57 podem ser citadas: mulungu (Erytrhina velutina), paineira branca ou barriguda (Ceiba glaziovii), paineira rosa (Ceiba speciosa), ipê (Handroanthus spp., Zeyhera spp., Tabebuia spp.), pata de vaca (Bahuinia spp), cumbuca de macaco (Lecithys pisonis), mutamba (Guazuma ulmifolia), jenipapo (Genipa americana), ingá (Inga spp.), dentre outras. Outras espécies vêm sendo introduzidas na alimentação através de sucos, sorvetes, bolos, geléias e doces pequi - Caryocar brasiliensis, cagaita, baru, araticum, araçá, pitanga (Eugenia uniflora) e murici (Byrsonima crassifolia), dentre outras.

Na arborização do Distrito Federal também podem ser encontradas espécies introduzidas como jambo rosa (Syzygum malacense) e resedá (Lagestroemia indica) introduzidas da Polinésia e Ásia (Silva Jr, 2010).

Os problemas fitossanitários no cultivo destas espécies podem ocorrer em pré- ou pós-emergência, destacando-se principalmente problemas com pragas e patógenos fúngicos (Alfenas et al., 2004). Fungos causadores de „damping-off’ correspondem a um dos principais problemas nesta fase de desenvolvimento da planta. Quanto às pragas, principalmente em ambientes tropicais, os principais problemas ocorrem devido as formigas cortadeiras e os lepidópteros desfolhadores (Zanúncio et al., 1992; 1993; Della Lucia, 1996), bem como os coleópteros (Gray, 1972).

Estudos de vírus em espécies arbóreas são raros no país. Este fato pode ser explicado pelas características intrínsecas dos vírus.

Em outros países existem vários estudos mostrando que as viroses estão relacionadas a declínios de florestas européias e norte americanas (Nienhaus & Castello, 1989; Jamalainen, 1957; Kegler et al., 1996; Arndt et al., 2007). Algumas espécies virais são específicas de plantas arbóreas e florestais e outras correspondem a vírus importantes de espécies cultivadas.

58 Entre os vírus encontrados infectando espécies arbóreas estão o Elm mottle virus - EMV (Jones & Mayo, 1973; Schmelzer et al., 1966), Cherry leaf roll virus - CLRV (Ford et al., 1972), Tomato bushy stunt virus - TBSV (Novak & Lanzova, 1980) Arabis mosaic virus - ArMV (Thomas, 1970), Tobacco ringspot virus - TRSV (Fulton, 1969) e European mountain ash ringspot-associated virus - EMARaV (Jamalainen, 1957; Kegler et al., 1996; Mielke & Muehlbach, 2007).

Algumas espécies virais importantes para a agricultura apresentam ampla gama de hospedeiras entre angiospermas e gminospermas.

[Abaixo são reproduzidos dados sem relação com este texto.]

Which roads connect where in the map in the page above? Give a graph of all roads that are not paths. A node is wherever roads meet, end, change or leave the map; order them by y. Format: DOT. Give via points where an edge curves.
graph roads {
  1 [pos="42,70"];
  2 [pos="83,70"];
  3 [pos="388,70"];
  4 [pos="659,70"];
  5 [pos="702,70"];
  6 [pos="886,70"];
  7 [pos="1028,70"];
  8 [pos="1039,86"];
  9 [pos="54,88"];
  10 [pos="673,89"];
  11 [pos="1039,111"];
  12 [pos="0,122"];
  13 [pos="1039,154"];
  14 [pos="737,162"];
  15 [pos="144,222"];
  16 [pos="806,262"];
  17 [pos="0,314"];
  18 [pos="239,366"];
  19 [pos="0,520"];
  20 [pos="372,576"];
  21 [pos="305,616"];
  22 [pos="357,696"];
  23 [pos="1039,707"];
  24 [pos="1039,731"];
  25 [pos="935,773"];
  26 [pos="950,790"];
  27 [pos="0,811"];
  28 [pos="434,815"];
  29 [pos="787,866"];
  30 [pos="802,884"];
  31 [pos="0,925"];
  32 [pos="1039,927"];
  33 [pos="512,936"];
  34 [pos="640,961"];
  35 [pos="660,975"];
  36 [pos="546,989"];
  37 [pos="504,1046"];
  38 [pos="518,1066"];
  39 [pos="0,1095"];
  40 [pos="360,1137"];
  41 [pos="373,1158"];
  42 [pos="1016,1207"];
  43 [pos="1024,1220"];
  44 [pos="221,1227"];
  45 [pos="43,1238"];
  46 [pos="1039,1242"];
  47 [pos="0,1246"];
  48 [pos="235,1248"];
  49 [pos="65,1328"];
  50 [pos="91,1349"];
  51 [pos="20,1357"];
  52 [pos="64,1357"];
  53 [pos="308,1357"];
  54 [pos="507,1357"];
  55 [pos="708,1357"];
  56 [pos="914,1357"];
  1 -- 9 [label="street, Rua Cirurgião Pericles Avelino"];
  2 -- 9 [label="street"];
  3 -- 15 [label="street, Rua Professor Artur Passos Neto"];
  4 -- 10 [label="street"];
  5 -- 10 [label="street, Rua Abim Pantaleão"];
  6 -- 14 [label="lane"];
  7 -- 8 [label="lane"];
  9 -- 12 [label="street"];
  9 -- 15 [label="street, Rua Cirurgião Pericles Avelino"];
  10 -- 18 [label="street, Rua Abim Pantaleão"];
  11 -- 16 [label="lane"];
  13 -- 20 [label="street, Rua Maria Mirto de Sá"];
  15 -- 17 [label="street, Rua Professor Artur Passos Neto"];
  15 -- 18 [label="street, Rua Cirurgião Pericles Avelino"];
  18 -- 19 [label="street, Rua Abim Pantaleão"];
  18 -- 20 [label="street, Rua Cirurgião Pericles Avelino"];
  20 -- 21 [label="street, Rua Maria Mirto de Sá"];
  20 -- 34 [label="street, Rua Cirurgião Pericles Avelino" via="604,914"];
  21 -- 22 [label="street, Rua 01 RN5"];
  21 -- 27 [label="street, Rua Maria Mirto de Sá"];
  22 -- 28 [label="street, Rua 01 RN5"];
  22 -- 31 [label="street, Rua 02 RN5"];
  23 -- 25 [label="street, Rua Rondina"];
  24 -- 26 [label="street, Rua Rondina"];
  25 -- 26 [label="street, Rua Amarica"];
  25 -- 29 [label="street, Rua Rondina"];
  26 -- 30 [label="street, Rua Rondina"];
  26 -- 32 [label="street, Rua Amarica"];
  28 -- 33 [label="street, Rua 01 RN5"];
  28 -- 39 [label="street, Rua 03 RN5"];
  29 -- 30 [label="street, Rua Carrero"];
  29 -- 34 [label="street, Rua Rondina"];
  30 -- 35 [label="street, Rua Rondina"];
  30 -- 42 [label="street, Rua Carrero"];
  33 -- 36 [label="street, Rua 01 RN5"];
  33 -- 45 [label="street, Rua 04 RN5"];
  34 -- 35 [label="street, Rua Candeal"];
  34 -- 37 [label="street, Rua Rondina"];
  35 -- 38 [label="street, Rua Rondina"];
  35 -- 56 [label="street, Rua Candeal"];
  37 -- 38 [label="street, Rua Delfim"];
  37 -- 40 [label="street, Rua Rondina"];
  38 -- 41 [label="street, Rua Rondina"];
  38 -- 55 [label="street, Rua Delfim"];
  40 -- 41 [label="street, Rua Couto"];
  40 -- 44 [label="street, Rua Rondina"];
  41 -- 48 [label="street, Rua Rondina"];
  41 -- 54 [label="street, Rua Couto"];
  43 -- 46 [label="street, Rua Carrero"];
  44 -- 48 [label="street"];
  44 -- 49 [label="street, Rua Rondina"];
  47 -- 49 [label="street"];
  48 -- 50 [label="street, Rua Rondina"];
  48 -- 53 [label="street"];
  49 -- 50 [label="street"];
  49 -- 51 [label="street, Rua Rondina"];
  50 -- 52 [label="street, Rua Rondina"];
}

De acordo com Scholthof et al. (2011) merecem destaque algumas espécies virais classificadas nos gêneros Begomovirus, Cucumovirus, Potyvirus, Tobamovirus e Tospovirus.

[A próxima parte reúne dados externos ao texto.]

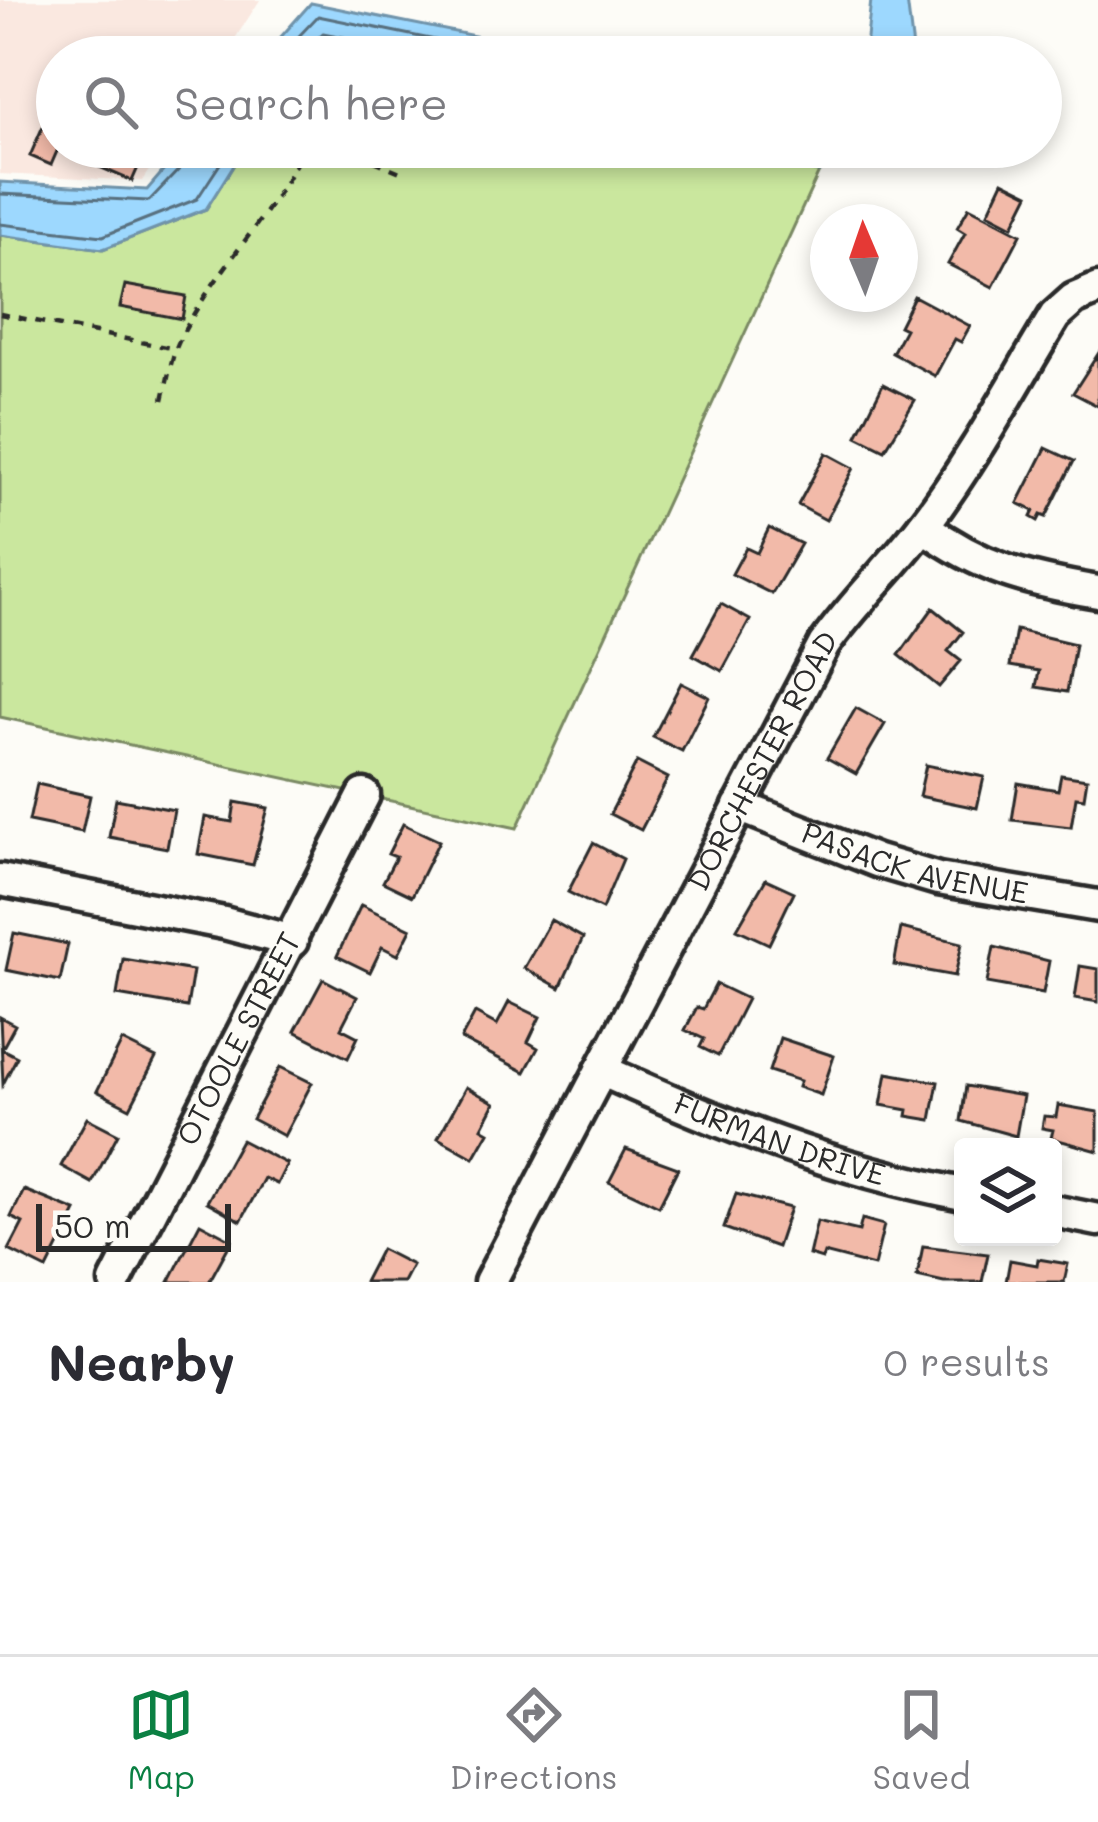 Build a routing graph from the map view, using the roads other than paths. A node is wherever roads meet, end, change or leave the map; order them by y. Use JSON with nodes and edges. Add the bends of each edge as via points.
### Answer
{"nodes":[{"id":1,"x":1098,"y":289,"type":"edge"},
{"id":2,"x":923,"y":526,"type":"junction"},
{"id":3,"x":1098,"y":592,"type":"edge"},
{"id":4,"x":364,"y":795,"type":"dead end"},
{"id":5,"x":739,"y":806,"type":"junction"},
{"id":6,"x":0,"y":880,"type":"edge"},
{"id":7,"x":1098,"y":906,"type":"edge"},
{"id":8,"x":292,"y":940,"type":"junction"},
{"id":9,"x":601,"y":1070,"type":"junction"},
{"id":10,"x":954,"y":1192,"type":"edge"},
{"id":11,"x":1062,"y":1213,"type":"edge"},
{"id":12,"x":1098,"y":1220,"type":"edge"},
{"id":13,"x":116,"y":1282,"type":"edge"},
{"id":14,"x":490,"y":1282,"type":"edge"}],
"edges":[{"from":1,"to":2,"type":"street","name":"DORCHESTER ROAD","via":[[1055,316]]},
{"from":2,"to":3,"type":"street","via":[[988,567]]},
{"from":2,"to":5,"type":"street","name":"DORCHESTER ROAD","via":[[824,645]]},
{"from":4,"to":8,"type":"street","name":"OTOOLE STREET"},
{"from":5,"to":7,"type":"street","name":"PASACK AVENUE","via":[[938,879]]},
{"from":5,"to":9,"type":"street","name":"DORCHESTER ROAD"},
{"from":6,"to":8,"type":"street"},
{"from":8,"to":13,"type":"street","name":"OTOOLE STREET"},
{"from":9,"to":10,"type":"street","name":"FURMAN DRIVE","via":[[829,1163]]},
{"from":9,"to":14,"type":"street","name":"DORCHESTER ROAD"},
{"from":11,"to":12,"type":"street"}]} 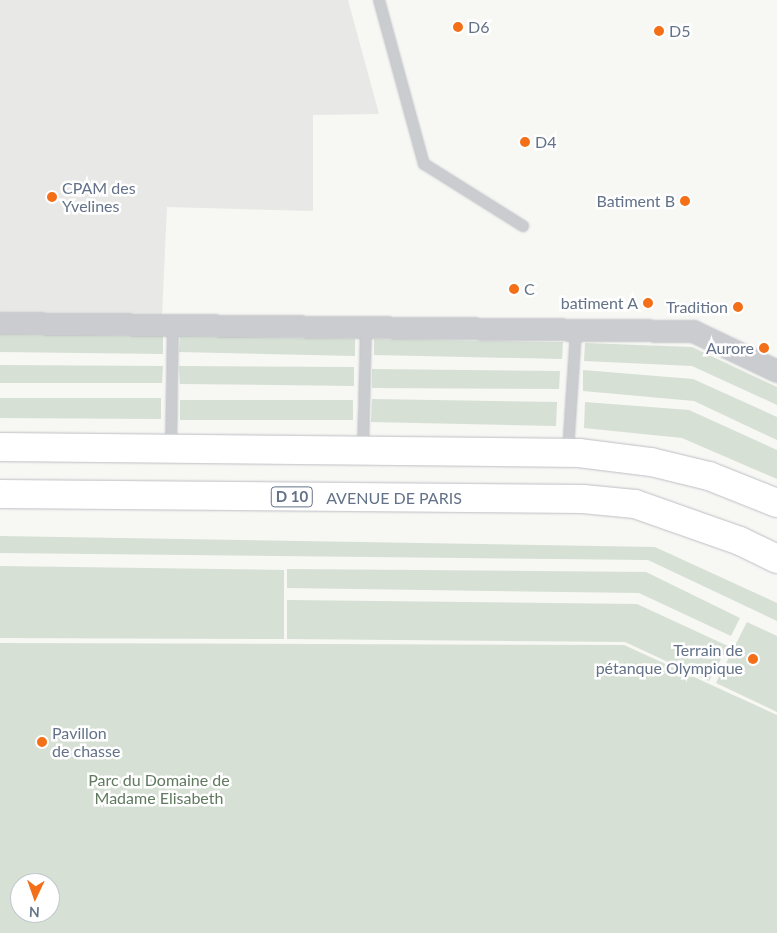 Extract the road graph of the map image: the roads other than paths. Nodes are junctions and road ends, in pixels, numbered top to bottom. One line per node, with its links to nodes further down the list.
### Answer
1 (379, 0): 2 (lane)
2 (522, 226)
3 (0, 322): 4 (street)
4 (173, 325): 5 (street); 9 (lane)
5 (366, 327): 6 (street); 10 (lane)
6 (576, 330): 7 (street); 11 (lane)
7 (777, 371)
8 (0, 447): 9 (main road)
9 (171, 448): 10 (main road)
10 (363, 450): 11 (main road)
11 (568, 452): 13 (main road)
12 (0, 494): 14 (main road, AVENUE DE PARIS / D 10)
13 (777, 503)
14 (777, 559)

Algumas espécies virais importantes no país classificadas nestes cinco gêneros são listadas a seguir: gênero Cucumovirus (Cucumber mosaic virus - CMV), Tospovirus (Groundnut ringspot virus - GRSV, Tomato chlorosis spot virus - TCSV, Tomato spotted wilt virus - TSWV e Zucchini lethal chlorosis virus - ZLCV), Potyvirus (Potato virus Y- PVY, Watermelon mosaic virus - WMV, Papaya ringspot virus - PRSV, Zucchini yellow mosaic virus - ZYMV e Pepper yellow mosaic virus - PepYMV), Tobamovirus (Pepper mild mottle virus - PMMoV) e Begomovirus.

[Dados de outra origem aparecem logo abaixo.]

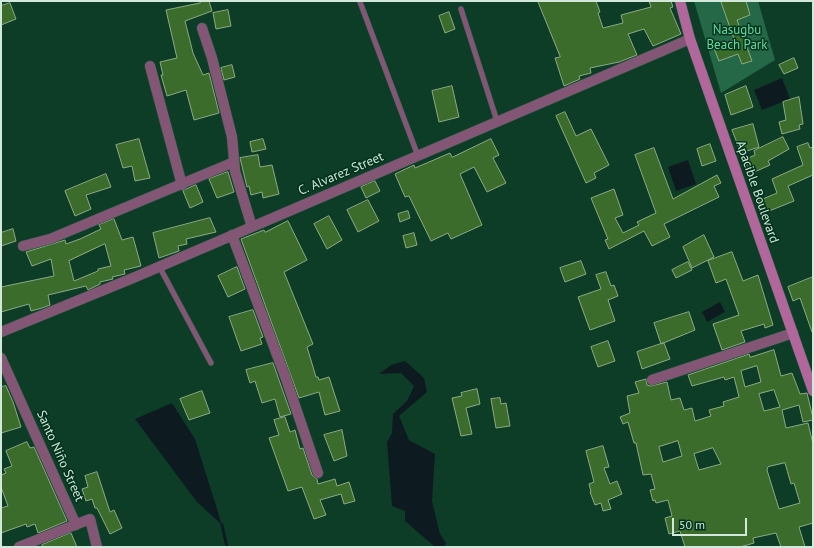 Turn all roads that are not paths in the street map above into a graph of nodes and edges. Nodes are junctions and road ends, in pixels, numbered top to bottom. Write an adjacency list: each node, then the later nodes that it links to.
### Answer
1 (680, 1): 5 (street, Apacible Boulevard)
2 (360, 2): 8 (lane)
3 (461, 10): 7 (lane)
4 (202, 28): 9 (street)
5 (690, 39): 7 (street, C. Alvarez Street); 16 (street, Apacible Boulevard)
6 (150, 66): 10 (street)
7 (497, 121): 8 (street, C. Alvarez Street)
8 (418, 156): 11 (street, C. Alvarez Street)
9 (234, 162): 10 (street); 11 (street)
10 (182, 185): 13 (street)
11 (252, 227): 12 (street, C. Alvarez Street)
12 (232, 235): 14 (street, C. Alvarez Street); 21 (street)
13 (23, 246)
14 (159, 266): 15 (street, C. Alvarez Street); 18 (lane)
15 (1, 332)
16 (793, 333): 19 (street); 20 (street, Apacible Boulevard)
17 (1, 358): 22 (street, Santo Niño Street)
18 (211, 363)
19 (652, 380)
20 (813, 391)
21 (318, 473)
22 (76, 525): 23 (street); 24 (street)
23 (19, 547)
24 (97, 547) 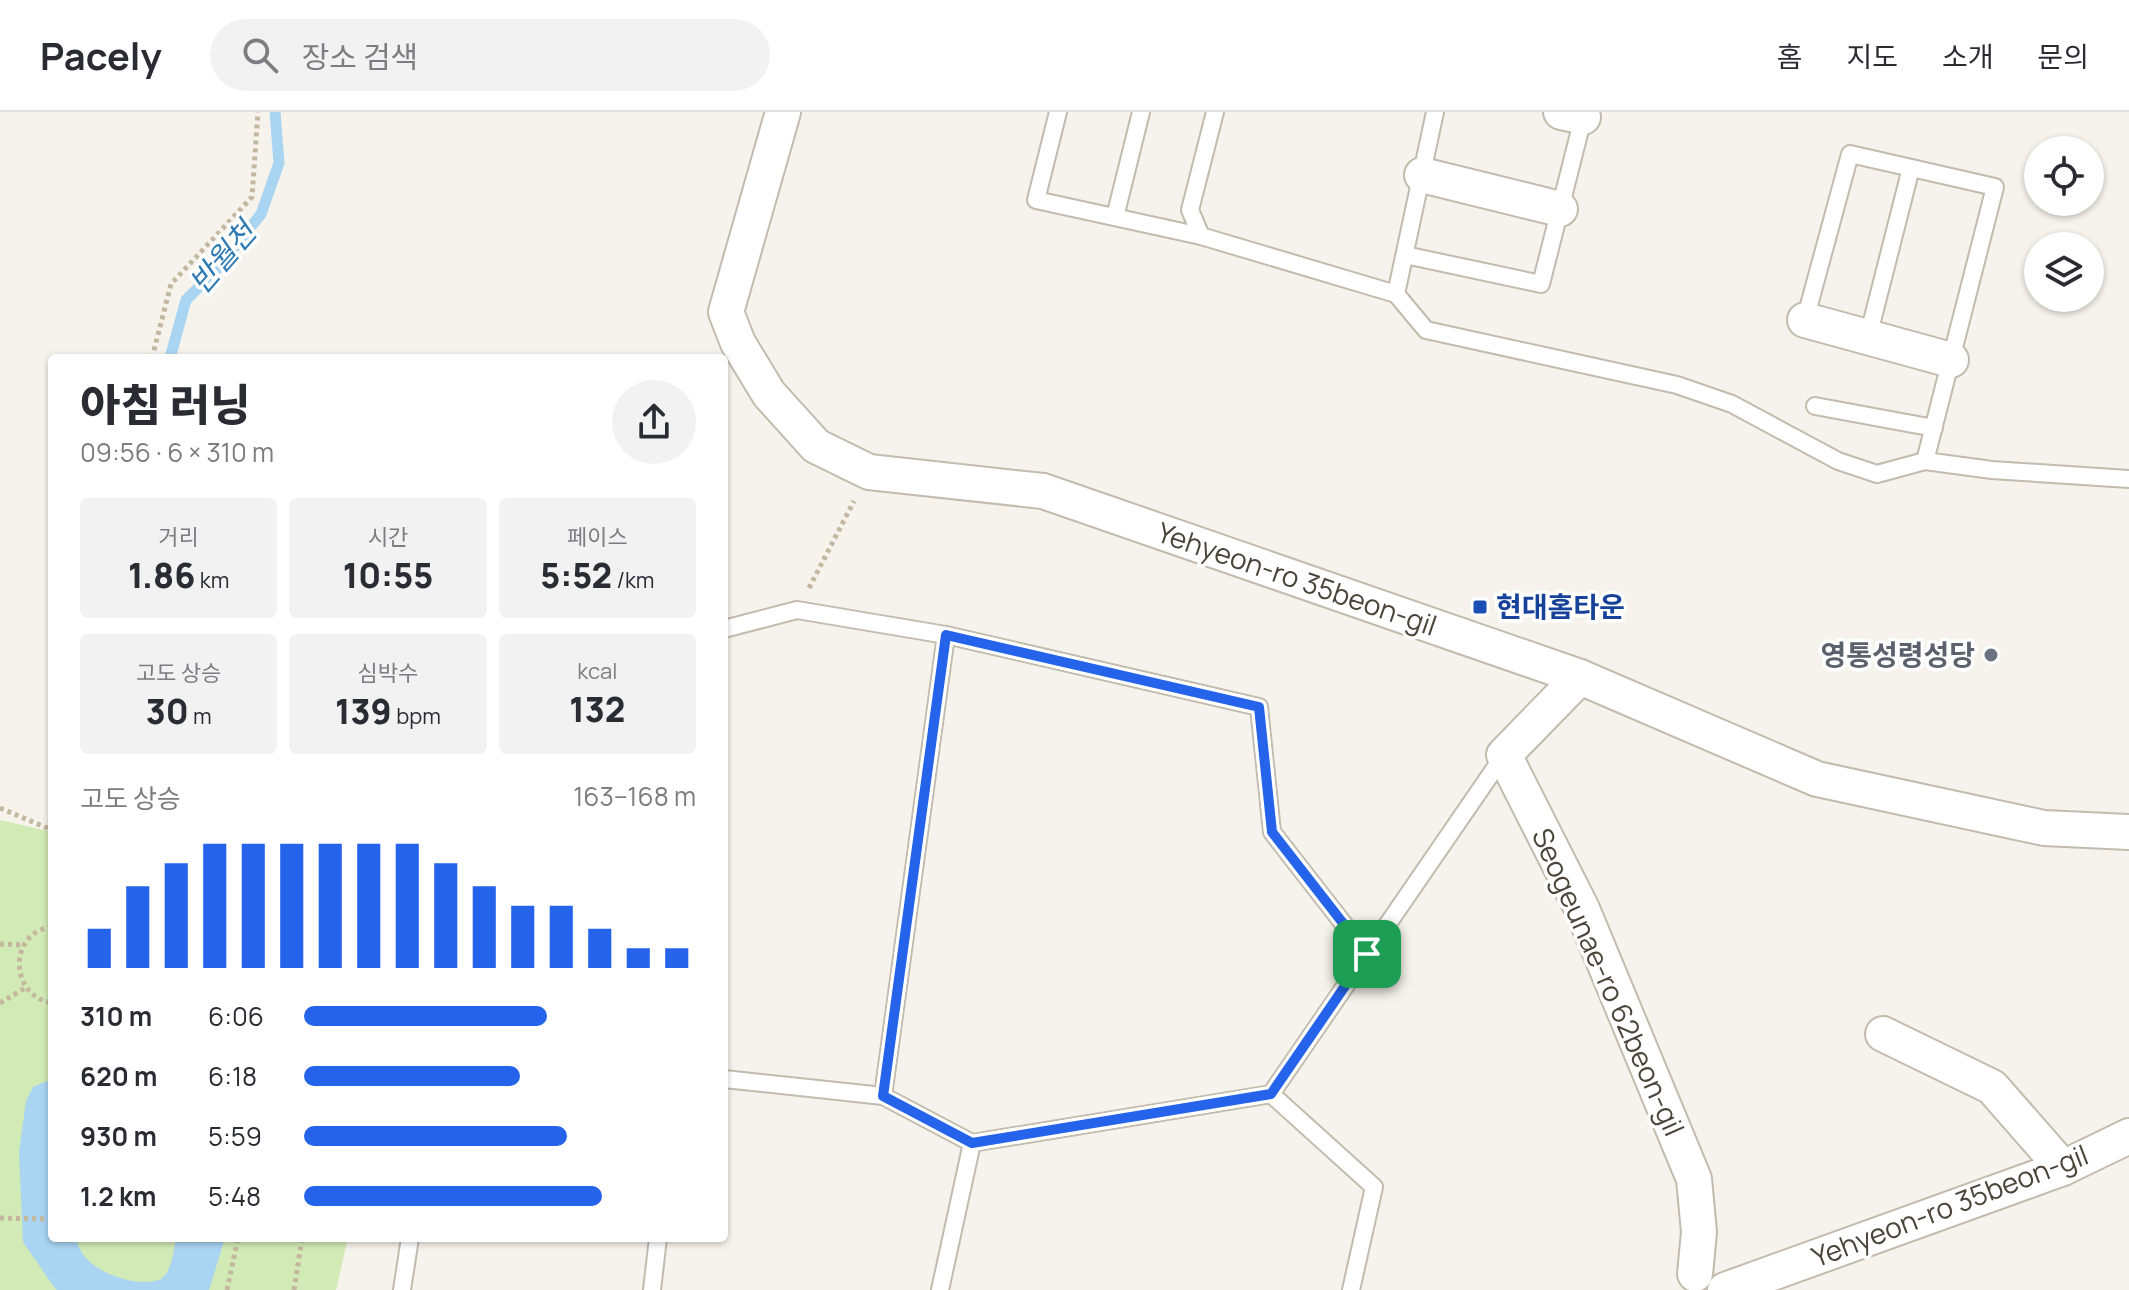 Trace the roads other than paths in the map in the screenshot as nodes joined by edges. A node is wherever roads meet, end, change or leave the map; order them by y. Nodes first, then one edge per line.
1 (783, 112) edge
2 (1058, 112) edge
3 (1141, 112) edge
4 (1215, 112) edge
5 (1435, 112) edge
6 (1576, 114) edge
7 (1911, 168) junction
8 (1422, 175) junction
9 (1560, 209) junction
10 (1115, 217) junction
11 (1201, 236) junction
12 (1405, 255) junction
13 (1396, 294) junction
14 (1805, 320) joint
15 (1868, 337) junction
16 (1951, 360) junction
17 (1815, 406) dead end
18 (1934, 428) junction
19 (1925, 461) junction
20 (2129, 479) edge
21 (728, 628) edge
22 (946, 635) junction
23 (1580, 677) junction
24 (1504, 755) junction
25 (2129, 832) edge
26 (1367, 954) junction
27 (1883, 1034) dead end
28 (728, 1079) edge
29 (1271, 1094) junction
30 (883, 1096) junction
31 (2129, 1136) edge
32 (972, 1143) junction
33 (2063, 1168) junction
34 (409, 1242) edge
35 (658, 1242) edge
36 (1685, 1282) edge
37 (402, 1290) edge
38 (652, 1290) edge
39 (940, 1290) edge
40 (1351, 1290) edge
41 (1725, 1290) edge

1 - 23 street, Yehyeon-ro 35beon-gil
2 - 10 lane
3 - 10 lane
4 - 11 lane
5 - 8 lane
6 - 9 lane
7 - 14 lane
7 - 15 lane
7 - 16 lane
8 - 9 street
8 - 12 lane
9 - 12 lane
10 - 11 lane
11 - 13 lane
12 - 13 lane
13 - 19 lane
14 - 15 street
15 - 16 street
16 - 18 lane
17 - 18 lane
18 - 19 lane
19 - 20 lane
21 - 22 lane
22 - 26 lane
22 - 30 lane
23 - 24 street
23 - 25 street, Yehyeon-ro 35beon-gil
24 - 26 lane
24 - 36 street, Seogeunae-ro 62beon-gil
26 - 29 lane
27 - 33 street
28 - 30 lane
29 - 32 lane
29 - 40 lane
30 - 32 lane
31 - 33 street, Yehyeon-ro 35beon-gil
32 - 39 lane
33 - 41 street, Yehyeon-ro 35beon-gil
34 - 37 lane
35 - 38 lane
36 - 41 street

De acordo com Farias (2012) plantas nativas do Cerrado são hospedeiras de importantes espécies virais classificadas nos gêneros Tospovirus (GRSV e TSWV), Potyvirus (PVY) e uma espécie de Begomovirus

Estes resultados refletem a necessidade e importância do estudo de espécies virais na interface vegetação nativa e áreas cultivadas. Grande parte dos vírus de plantas é disseminada através de vetores, principalmente insetos e ácaros, facilitando o trânsito de vírus entre ecossistemas naturais e agrícolas.

59 Neste contexto este trabalho foi realizado visando analisar amostras coletadas em Área de Proteção Ambiental (APA) localizada na Estação Experimental de Biologia (EEB) - Universidade de Brasília, viveiro do CRAD (Centro de Referência em Conservação da Natureza e Recuperação de Áreas Degradadas) e NOVACAP (Companhia Urbanizadora da Nova Capital do Brasil) quanto à presença de 12 importantes espécies virais distribuídas nos gêneros Begomovirus, Cucumovirus, Potyvirus, Tobamovirus e Tospovirus.

Um total de 148 amostras (distribuídas em 78 espécies botânicas) foi analisado. Várias destas espécies, nativas do Bioma Cerrado, são importantes e amplamente utilizadas como alimento, fonte de madeira, subprodutos para fármacos e arborização do Distrito Federal e Entorno.